Treinta y tantos

El avión con destino a Barcelona se había retrasado más de media hora y gracias a ello Nadia pudo llegar a tiempo al aeropuerto y no perder el vuelo. Era la primera vez que se separaba de su hija desde que había nacido y se sentía un poco culpable por tener que hacerlo, pero la baja por maternidad se le había terminado hacía unas semanas y debía acostumbrarse de nuevo a su ritmo habitual de trabajo, que implicaba viajar a la capital catalana un par de veces al mes. Roberto se apañaba bastante bien con la niña y como, además, trabajaba desde casa, no iba a tener ningún problema para atenderla siempre que la pequeña Alejandra lo necesitara. Nadia, por el contrario, sabía que no iba a poder ser fácil conciliar su trabajo con la vida familiar, pero no había querido aplazar durante más tiempo el convertirse en madre porque, una vez cumplidos los treinta y tres, se había dado cuenta de que, en realidad, lo que quería era tener hijos y formar una familia con Roberto. Se habían conocido en la universidad diez años atrás y tras cinco años de noviazgo, habían decidido comprar un piso y reformarlo para mudarse allí después de casarse.
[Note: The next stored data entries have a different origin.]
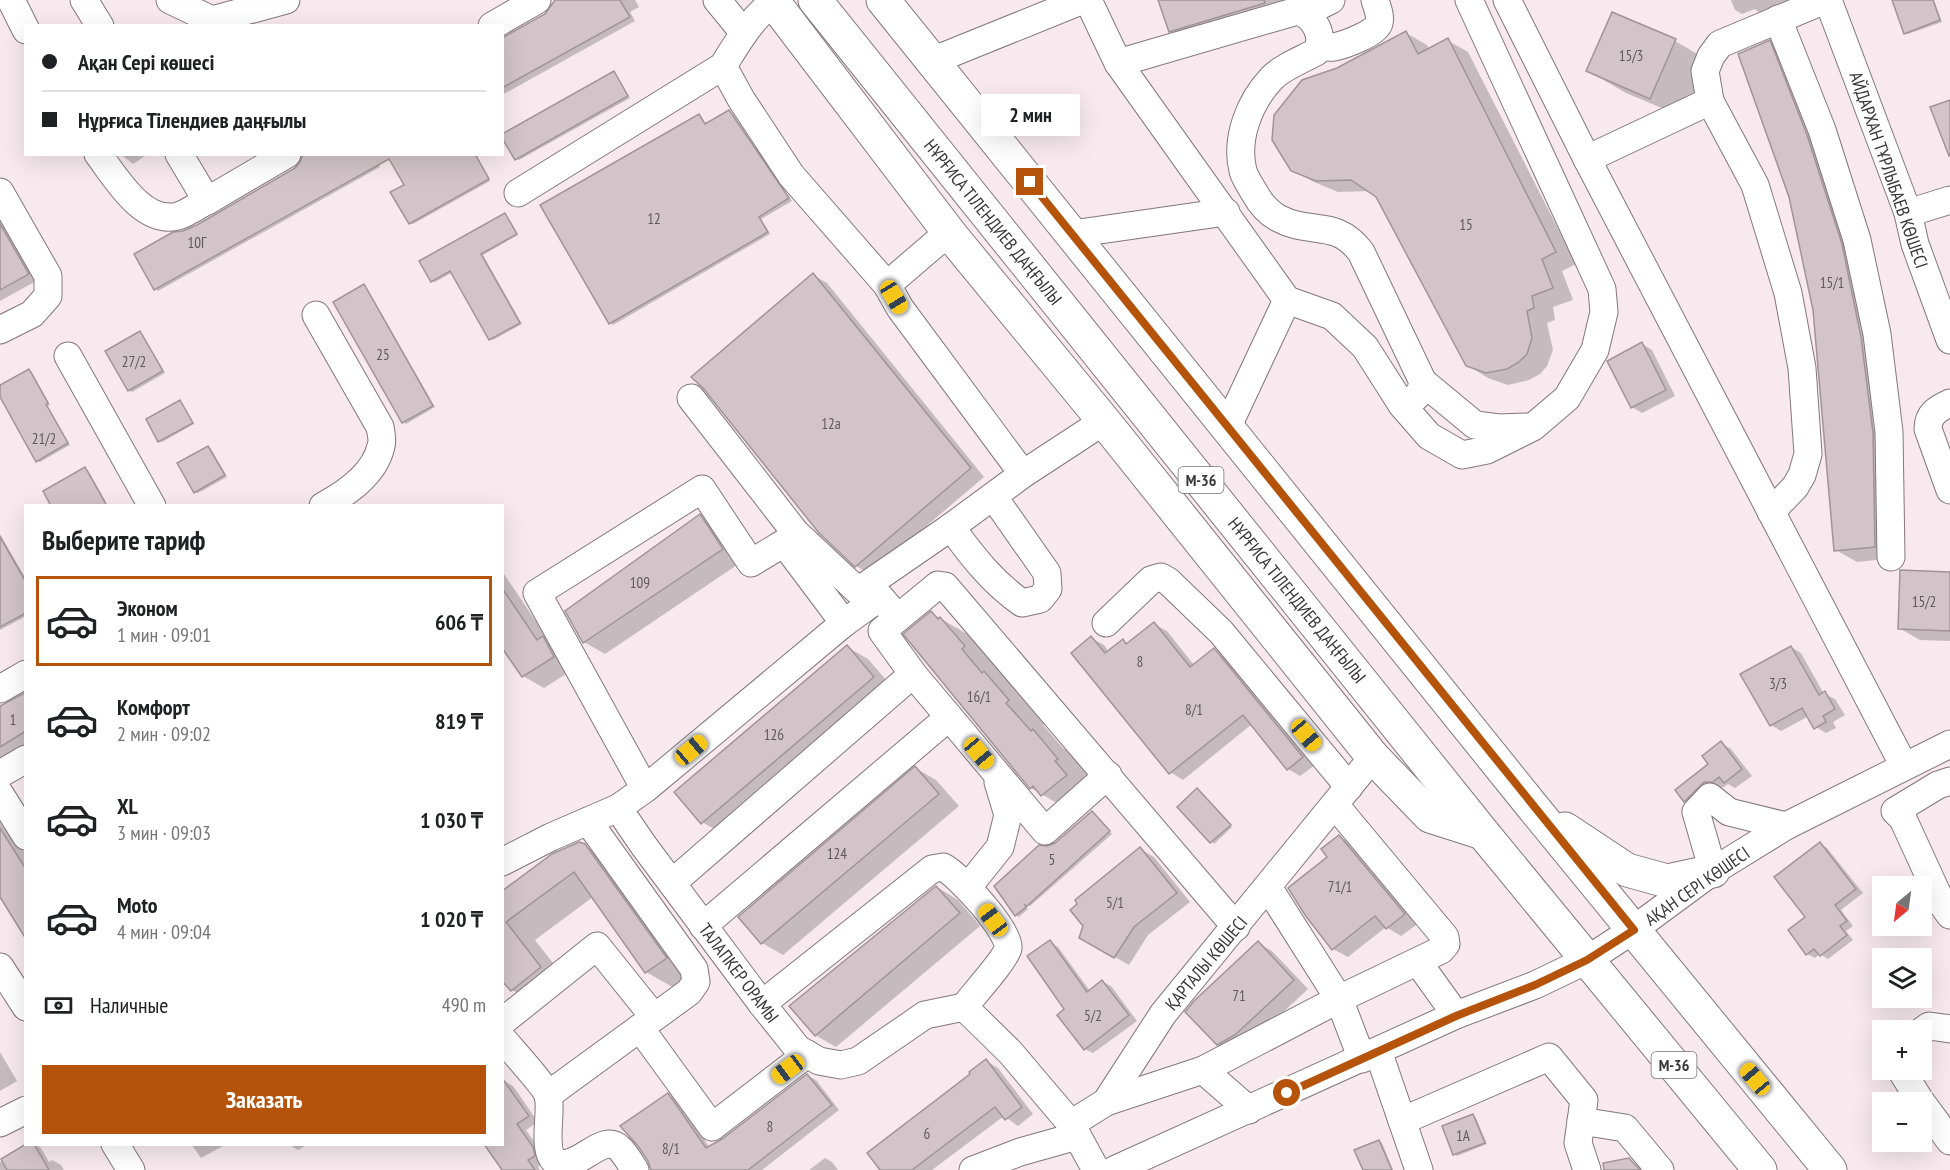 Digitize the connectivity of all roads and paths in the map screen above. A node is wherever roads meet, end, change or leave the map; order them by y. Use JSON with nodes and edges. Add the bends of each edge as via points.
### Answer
{"nodes":[{"id":1,"x":11,"y":0,"type":"edge"},
{"id":2,"x":84,"y":0,"type":"edge"},
{"id":3,"x":170,"y":0,"type":"edge"},
{"id":4,"x":286,"y":0,"type":"edge"},
{"id":5,"x":537,"y":0,"type":"edge"},
{"id":6,"x":717,"y":0,"type":"edge"},
{"id":7,"x":815,"y":0,"type":"edge"},
{"id":8,"x":883,"y":0,"type":"edge"},
{"id":9,"x":1083,"y":0,"type":"edge"},
{"id":10,"x":1088,"y":0,"type":"edge"},
{"id":11,"x":1331,"y":0,"type":"edge"},
{"id":12,"x":1375,"y":0,"type":"edge"},
{"id":13,"x":1469,"y":0,"type":"edge"},
{"id":14,"x":1507,"y":0,"type":"edge"},
{"id":15,"x":1826,"y":0,"type":"edge"},
{"id":16,"x":772,"y":1,"type":"edge"},
{"id":17,"x":1028,"y":11,"type":"edge"},
{"id":18,"x":1305,"y":13,"type":"junction"},
{"id":19,"x":1778,"y":19,"type":"junction"},
{"id":20,"x":99,"y":24,"type":"edge"},
{"id":21,"x":495,"y":24,"type":"edge"},
{"id":22,"x":24,"y":26,"type":"edge"},
{"id":23,"x":744,"y":33,"type":"junction"},
{"id":24,"x":1320,"y":46,"type":"junction"},
{"id":25,"x":932,"y":61,"type":"junction"},
{"id":26,"x":1118,"y":63,"type":"junction"},
{"id":27,"x":723,"y":66,"type":"junction"},
{"id":28,"x":1710,"y":101,"type":"junction"},
{"id":29,"x":100,"y":156,"type":"edge"},
{"id":30,"x":180,"y":156,"type":"edge"},
{"id":31,"x":284,"y":156,"type":"edge"},
{"id":32,"x":1587,"y":159,"type":"junction"},
{"id":33,"x":1243,"y":173,"type":"junction"},
{"id":34,"x":1208,"y":188,"type":"junction"},
{"id":35,"x":0,"y":192,"type":"edge"},
{"id":36,"x":518,"y":193,"type":"dead end"},
{"id":37,"x":1950,"y":200,"type":"edge"},
{"id":38,"x":207,"y":201,"type":"junction"},
{"id":39,"x":1226,"y":212,"type":"junction"},
{"id":40,"x":1908,"y":213,"type":"junction"},
{"id":41,"x":1072,"y":234,"type":"junction"},
{"id":42,"x":951,"y":235,"type":"junction"},
{"id":43,"x":1109,"y":280,"type":"junction"},
{"id":44,"x":887,"y":285,"type":"junction"},
{"id":45,"x":1287,"y":300,"type":"junction"},
{"id":46,"x":1062,"y":308,"type":"junction"},
{"id":47,"x":316,"y":315,"type":"dead end"},
{"id":48,"x":0,"y":330,"type":"edge"},
{"id":49,"x":1950,"y":340,"type":"edge"},
{"id":50,"x":68,"y":356,"type":"dead end"},
{"id":51,"x":1423,"y":382,"type":"junction"},
{"id":52,"x":691,"y":398,"type":"dead end"},
{"id":53,"x":1950,"y":403,"type":"edge"},
{"id":54,"x":1402,"y":405,"type":"junction"},
{"id":55,"x":1104,"y":421,"type":"junction"},
{"id":56,"x":1533,"y":427,"type":"junction"},
{"id":57,"x":1227,"y":428,"type":"junction"},
{"id":58,"x":1023,"y":474,"type":"junction"},
{"id":59,"x":1950,"y":490,"type":"edge"},
{"id":60,"x":993,"y":496,"type":"junction"},
{"id":61,"x":330,"y":502,"type":"edge"},
{"id":62,"x":151,"y":504,"type":"edge"},
{"id":63,"x":1771,"y":512,"type":"junction"},
{"id":64,"x":951,"y":528,"type":"junction"},
{"id":65,"x":1891,"y":558,"type":"dead end"},
{"id":66,"x":1307,"y":613,"type":"junction"},
{"id":67,"x":898,"y":618,"type":"junction"},
{"id":68,"x":844,"y":622,"type":"junction"},
{"id":69,"x":1106,"y":623,"type":"dead end"},
{"id":70,"x":913,"y":674,"type":"junction"},
{"id":71,"x":24,"y":675,"type":"edge"},
{"id":72,"x":0,"y":689,"type":"edge"},
{"id":73,"x":1334,"y":708,"type":"junction"},
{"id":74,"x":949,"y":717,"type":"junction"},
{"id":75,"x":1950,"y":744,"type":"edge"},
{"id":76,"x":1372,"y":757,"type":"junction"},
{"id":77,"x":24,"y":760,"type":"edge"},
{"id":78,"x":1904,"y":766,"type":"junction"},
{"id":79,"x":994,"y":771,"type":"junction"},
{"id":80,"x":0,"y":774,"type":"edge"},
{"id":81,"x":1108,"y":775,"type":"junction"},
{"id":82,"x":1950,"y":781,"type":"edge"},
{"id":83,"x":645,"y":789,"type":"junction"},
{"id":84,"x":0,"y":794,"type":"edge"},
{"id":85,"x":1342,"y":796,"type":"junction"},
{"id":86,"x":1532,"y":806,"type":"junction"},
{"id":87,"x":618,"y":808,"type":"junction"},
{"id":88,"x":588,"y":821,"type":"junction"},
{"id":89,"x":1786,"y":826,"type":"junction"},
{"id":90,"x":24,"y":833,"type":"edge"},
{"id":91,"x":1483,"y":833,"type":"junction"},
{"id":92,"x":504,"y":861,"type":"edge"},
{"id":93,"x":1713,"y":871,"type":"junction"},
{"id":94,"x":672,"y":883,"type":"junction"},
{"id":95,"x":968,"y":887,"type":"junction"},
{"id":96,"x":1268,"y":887,"type":"junction"},
{"id":97,"x":1950,"y":915,"type":"edge"},
{"id":98,"x":704,"y":926,"type":"junction"},
{"id":99,"x":1236,"y":927,"type":"junction"},
{"id":100,"x":1634,"y":930,"type":"junction"},
{"id":101,"x":1587,"y":960,"type":"junction"},
{"id":102,"x":1418,"y":962,"type":"junction"},
{"id":103,"x":0,"y":967,"type":"edge"},
{"id":104,"x":1339,"y":999,"type":"junction"},
{"id":105,"x":24,"y":1004,"type":"edge"},
{"id":106,"x":762,"y":1004,"type":"junction"},
{"id":107,"x":964,"y":1007,"type":"junction"},
{"id":108,"x":1456,"y":1016,"type":"junction"},
{"id":109,"x":504,"y":1020,"type":"edge"},
{"id":110,"x":647,"y":1023,"type":"junction"},
{"id":111,"x":1932,"y":1026,"type":"edge"},
{"id":112,"x":1950,"y":1029,"type":"edge"},
{"id":113,"x":504,"y":1040,"type":"edge"},
{"id":114,"x":807,"y":1054,"type":"junction"},
{"id":115,"x":1370,"y":1055,"type":"junction"},
{"id":116,"x":1203,"y":1070,"type":"junction"},
{"id":117,"x":548,"y":1095,"type":"junction"},
{"id":118,"x":1106,"y":1102,"type":"junction"},
{"id":119,"x":1249,"y":1110,"type":"junction"},
{"id":120,"x":24,"y":1111,"type":"edge"},
{"id":121,"x":1932,"y":1117,"type":"edge"},
{"id":122,"x":1402,"y":1121,"type":"junction"},
{"id":123,"x":1581,"y":1121,"type":"junction"},
{"id":124,"x":0,"y":1123,"type":"edge"},
{"id":125,"x":1074,"y":1130,"type":"junction"},
{"id":126,"x":1950,"y":1141,"type":"edge"},
{"id":127,"x":116,"y":1146,"type":"edge"},
{"id":128,"x":131,"y":1170,"type":"edge"},
{"id":129,"x":635,"y":1170,"type":"edge"},
{"id":130,"x":973,"y":1170,"type":"edge"},
{"id":131,"x":1096,"y":1170,"type":"edge"},
{"id":132,"x":1114,"y":1170,"type":"edge"},
{"id":133,"x":1419,"y":1170,"type":"edge"},
{"id":134,"x":1587,"y":1170,"type":"edge"},
{"id":135,"x":1660,"y":1170,"type":"edge"},
{"id":136,"x":1760,"y":1170,"type":"edge"},
{"id":137,"x":1830,"y":1170,"type":"edge"}],
"edges":[{"from":1,"to":22,"type":"street"},
{"from":2,"to":20,"type":"street"},
{"from":3,"to":4,"type":"street","via":[[212,20]]},
{"from":5,"to":21,"type":"street"},
{"from":6,"to":23,"type":"street"},
{"from":7,"to":46,"type":"main road","name":"НҰРҒИСА ТІЛЕНДИЕВ ДАҢҒЫЛЫ","number":"M-36"},
{"from":8,"to":25,"type":"main road"},
{"from":9,"to":17,"type":"street"},
{"from":10,"to":26,"type":"street"},
{"from":11,"to":18,"type":"street"},
{"from":12,"to":24,"type":"street","via":[[1379,24],[1376,30],[1331,48]]},
{"from":13,"to":56,"type":"street","via":[[1604,299],[1595,350],[1567,398]]},
{"from":14,"to":32,"type":"street"},
{"from":15,"to":19,"type":"street"},
{"from":15,"to":40,"type":"street","name":"АЙДАРХАН ТҰРЛЫБАЕВ КӨШЕСІ"},
{"from":16,"to":23,"type":"street"},
{"from":16,"to":42,"type":"main road"},
{"from":17,"to":25,"type":"street"},
{"from":18,"to":24,"type":"street","via":[[1312,18]]},
{"from":18,"to":26,"type":"street","via":[[1297,11]]},
{"from":19,"to":28,"type":"street","via":[[1720,44],[1705,70]]},
{"from":19,"to":65,"type":"street","via":[[1822,130],[1857,240],[1876,334],[1889,432]]},
{"from":23,"to":27,"type":"street"},
{"from":24,"to":33,"type":"street","via":[[1273,77],[1253,105],[1240,142]]},
{"from":25,"to":41,"type":"main road"},
{"from":26,"to":34,"type":"street"},
{"from":27,"to":36,"type":"street"},
{"from":27,"to":44,"type":"street","via":[[791,175]]},
{"from":28,"to":32,"type":"street"},
{"from":28,"to":63,"type":"street","via":[[1755,185],[1788,293],[1802,368],[1809,454],[1802,475]]},
{"from":29,"to":38,"type":"street","via":[[134,201],[158,216],[178,216]]},
{"from":30,"to":38,"type":"street"},
{"from":31,"to":38,"type":"street"},
{"from":32,"to":63,"type":"street"},
{"from":33,"to":34,"type":"street"},
{"from":33,"to":51,"type":"street","via":[[1263,207],[1277,218],[1294,225],[1336,231],[1351,239]]},
{"from":34,"to":39,"type":"street"},
{"from":35,"to":48,"type":"street","via":[[48,276],[48,296],[32,314]]},
{"from":37,"to":40,"type":"street"},
{"from":39,"to":41,"type":"street"},
{"from":39,"to":45,"type":"street"},
{"from":40,"to":49,"type":"street","name":"АЙДАРХАН ТҰРЛЫБАЕВ КӨШЕСІ","via":[[1915,244]]},
{"from":41,"to":43,"type":"main road"},
{"from":42,"to":44,"type":"street"},
{"from":42,"to":55,"type":"main road"},
{"from":43,"to":46,"type":"main road","via":[[1090,304],[1077,309]]},
{"from":43,"to":57,"type":"main road"},
{"from":44,"to":58,"type":"street"},
{"from":45,"to":54,"type":"street","via":[[1332,316],[1365,347]]},
{"from":45,"to":57,"type":"street"},
{"from":46,"to":66,"type":"main road","name":"НҰРҒИСА ТІЛЕНДИЕВ ДАҢҒЫЛЫ","number":"M-36"},
{"from":47,"to":61,"type":"street","via":[[380,428],[382,445],[371,469]]},
{"from":50,"to":62,"type":"street"},
{"from":51,"to":54,"type":"street","via":[[1416,398]]},
{"from":51,"to":56,"type":"street","via":[[1475,425]]},
{"from":52,"to":64,"type":"street","via":[[795,532],[858,591]]},
{"from":53,"to":59,"type":"street","via":[[1935,410],[1928,420],[1928,429]]},
{"from":54,"to":56,"type":"street","via":[[1429,436],[1462,455],[1487,450]]},
{"from":55,"to":58,"type":"street"},
{"from":55,"to":73,"type":"main road"},
{"from":57,"to":86,"type":"main road"},
{"from":58,"to":60,"type":"street"},
{"from":60,"to":64,"type":"street"},
{"from":60,"to":64,"type":"street","via":[[1047,573],[1048,589],[1040,599],[1022,603],[1003,590]]},
{"from":63,"to":78,"type":"street"},
{"from":66,"to":73,"type":"main road"},
{"from":66,"to":91,"type":"main road","name":"НҰРҒИСА ТІЛЕНДИЕВ ДАҢҒЫЛЫ","number":"M-36"},
{"from":67,"to":68,"type":"street","via":[[880,597]]},
{"from":67,"to":70,"type":"street","via":[[882,631]]},
{"from":67,"to":81,"type":"street","via":[[938,585],[945,586]]},
{"from":68,"to":83,"type":"street"},
{"from":68,"to":83,"type":"street","via":[[784,543],[751,563],[702,489],[537,593]]},
{"from":69,"to":85,"type":"street","via":[[1151,580],[1161,577],[1168,581],[1221,633]]},
{"from":70,"to":74,"type":"street"},
{"from":70,"to":94,"type":"street"},
{"from":71,"to":72,"type":"street"},
{"from":73,"to":76,"type":"main road"},
{"from":74,"to":79,"type":"street"},
{"from":74,"to":98,"type":"street"},
{"from":75,"to":78,"type":"street","name":"АҚАН СЕРІ КӨШЕСІ"},
{"from":76,"to":85,"type":"street","name":"ҚАРТАЛЫ КӨШЕСІ"},
{"from":76,"to":91,"type":"main road","via":[[1430,816]]},
{"from":77,"to":80,"type":"street"},
{"from":78,"to":89,"type":"street","name":"АҚАН СЕРІ КӨШЕСІ"},
{"from":79,"to":81,"type":"street","via":[[1045,831]]},
{"from":79,"to":95,"type":"street","via":[[1008,815],[1000,847]]},
{"from":81,"to":99,"type":"street"},
{"from":82,"to":97,"type":"street","via":[[1895,811],[1903,819]]},
{"from":83,"to":87,"type":"street"},
{"from":84,"to":90,"type":"street"},
{"from":85,"to":96,"type":"street","name":"ҚАРТАЛЫ КӨШЕСІ"},
{"from":85,"to":102,"type":"street","via":[[1445,937],[1446,944],[1441,950]]},
{"from":86,"to":93,"type":"main road","via":[[1627,870],[1667,881]]},
{"from":86,"to":100,"type":"main road"},
{"from":87,"to":88,"type":"street"},
{"from":87,"to":94,"type":"street","name":"ТАЛАПКЕР ОРАМЫ"},
{"from":88,"to":92,"type":"street"},
{"from":88,"to":110,"type":"street","via":[[694,969],[696,982],[689,992]]},
{"from":89,"to":93,"type":"street","name":"АҚАН СЕРІ КӨШЕСІ"},
{"from":89,"to":93,"type":"street","via":[[1729,812],[1710,797],[1696,812]]},
{"from":91,"to":101,"type":"main road","name":"НҰРҒИСА ТІЛЕНДИЕВ ДАҢҒЫЛЫ","number":"M-36"},
{"from":93,"to":100,"type":"street","name":"АҚАН СЕРІ КӨШЕСІ"},
{"from":94,"to":98,"type":"street","name":"ТАЛАПКЕР ОРАМЫ"},
{"from":95,"to":106,"type":"street","via":[[943,867],[932,869]]},
{"from":95,"to":107,"type":"street","via":[[1006,936],[1008,947]]},
{"from":96,"to":99,"type":"street","name":"ҚАРТАЛЫ КӨШЕСІ"},
{"from":96,"to":104,"type":"street"},
{"from":98,"to":106,"type":"street","name":"ТАЛАПКЕР ОРАМЫ"},
{"from":99,"to":118,"type":"street","name":"ҚАРТАЛЫ КӨШЕСІ","via":[[1163,1014]]},
{"from":100,"to":101,"type":"street","name":"АҚАН СЕРІ КӨШЕСІ"},
{"from":100,"to":137,"type":"main road"},
{"from":101,"to":108,"type":"street","name":"АҚАН СЕРІ КӨШЕСІ"},
{"from":101,"to":136,"type":"main road","name":"НҰРҒИСА ТІЛЕНДИЕВ ДАҢҒЫЛЫ","number":"M-36"},
{"from":102,"to":104,"type":"street"},
{"from":102,"to":108,"type":"street"},
{"from":103,"to":105,"type":"street"},
{"from":104,"to":115,"type":"street"},
{"from":104,"to":116,"type":"street"},
{"from":106,"to":114,"type":"street","name":"ТАЛАПКЕР ОРАМЫ"},
{"from":107,"to":114,"type":"street","name":"ТАЛАПКЕР ОРАМЫ","via":[[925,1015],[858,1061],[841,1065]]},
{"from":107,"to":125,"type":"street","via":[[1010,1052]]},
{"from":108,"to":115,"type":"street","name":"АҚАН СЕРІ КӨШЕСІ"},
{"from":109,"to":110,"type":"street","via":[[597,946]]},
{"from":110,"to":114,"type":"street","via":[[712,1127]]},
{"from":110,"to":117,"type":"street"},
{"from":111,"to":112,"type":"street"},
{"from":113,"to":117,"type":"street"},
{"from":115,"to":119,"type":"street","name":"АҚАН СЕРІ КӨШЕСІ"},
{"from":115,"to":122,"type":"street"},
{"from":116,"to":118,"type":"street"},
{"from":116,"to":119,"type":"street"},
{"from":117,"to":129,"type":"street","via":[[550,1153],[558,1164],[575,1164],[613,1144]]},
{"from":118,"to":125,"type":"street","name":"ҚАРТАЛЫ КӨШЕСІ"},
{"from":119,"to":132,"type":"street","name":"АҚАН СЕРІ КӨШЕСІ"},
{"from":120,"to":124,"type":"street"},
{"from":121,"to":126,"type":"street"},
{"from":122,"to":123,"type":"street","via":[[1549,1057],[1584,1100]]},
{"from":122,"to":133,"type":"street"},
{"from":123,"to":134,"type":"street","via":[[1578,1143]]},
{"from":123,"to":135,"type":"street","via":[[1625,1128]]},
{"from":125,"to":130,"type":"street","name":"ҚАРТАЛЫ КӨШЕСІ"},
{"from":125,"to":131,"type":"street"},
{"from":127,"to":128,"type":"street"}]}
En su grupo de amigos les habían tildado de antiguos y convencionales, pero ellos habían estado de acuerdo con hacerlo así porque querían que su matrimonio marcara verdaderamente un nuevo paso en su relación y fuera el inicio de una nueva etapa. Había quien les había dicho incluso que casarse sin haber vivido previamente con la pareja era un rotundo error pues la convivencia no era sencilla y te servía para darte cuenta de sí realmente querías pasar el resto de tu vida con esa persona. Roberto siempre aconsejaba a Nadia que hiciera oídos sordos a tales opiniones pues, al fin y al cabo, eran solo eso, opiniones, pero ella a veces sí dudaba sobre si estaba haciendo lo correcto pues no quería equivocarse. También respecto al tema de los hijos habían sido los primeros en estrenarse como padres y eso les había distanciado un poco de sus amistades pues estaban en puntos diferentes. Nadia se acordaba a veces de cuando era niña y pensaba que ser mayor era un rollo; por eso ella siempre le decía a su madre: “Yo no quiero crecer, mamá, yo quiero ser como Peter Pan”.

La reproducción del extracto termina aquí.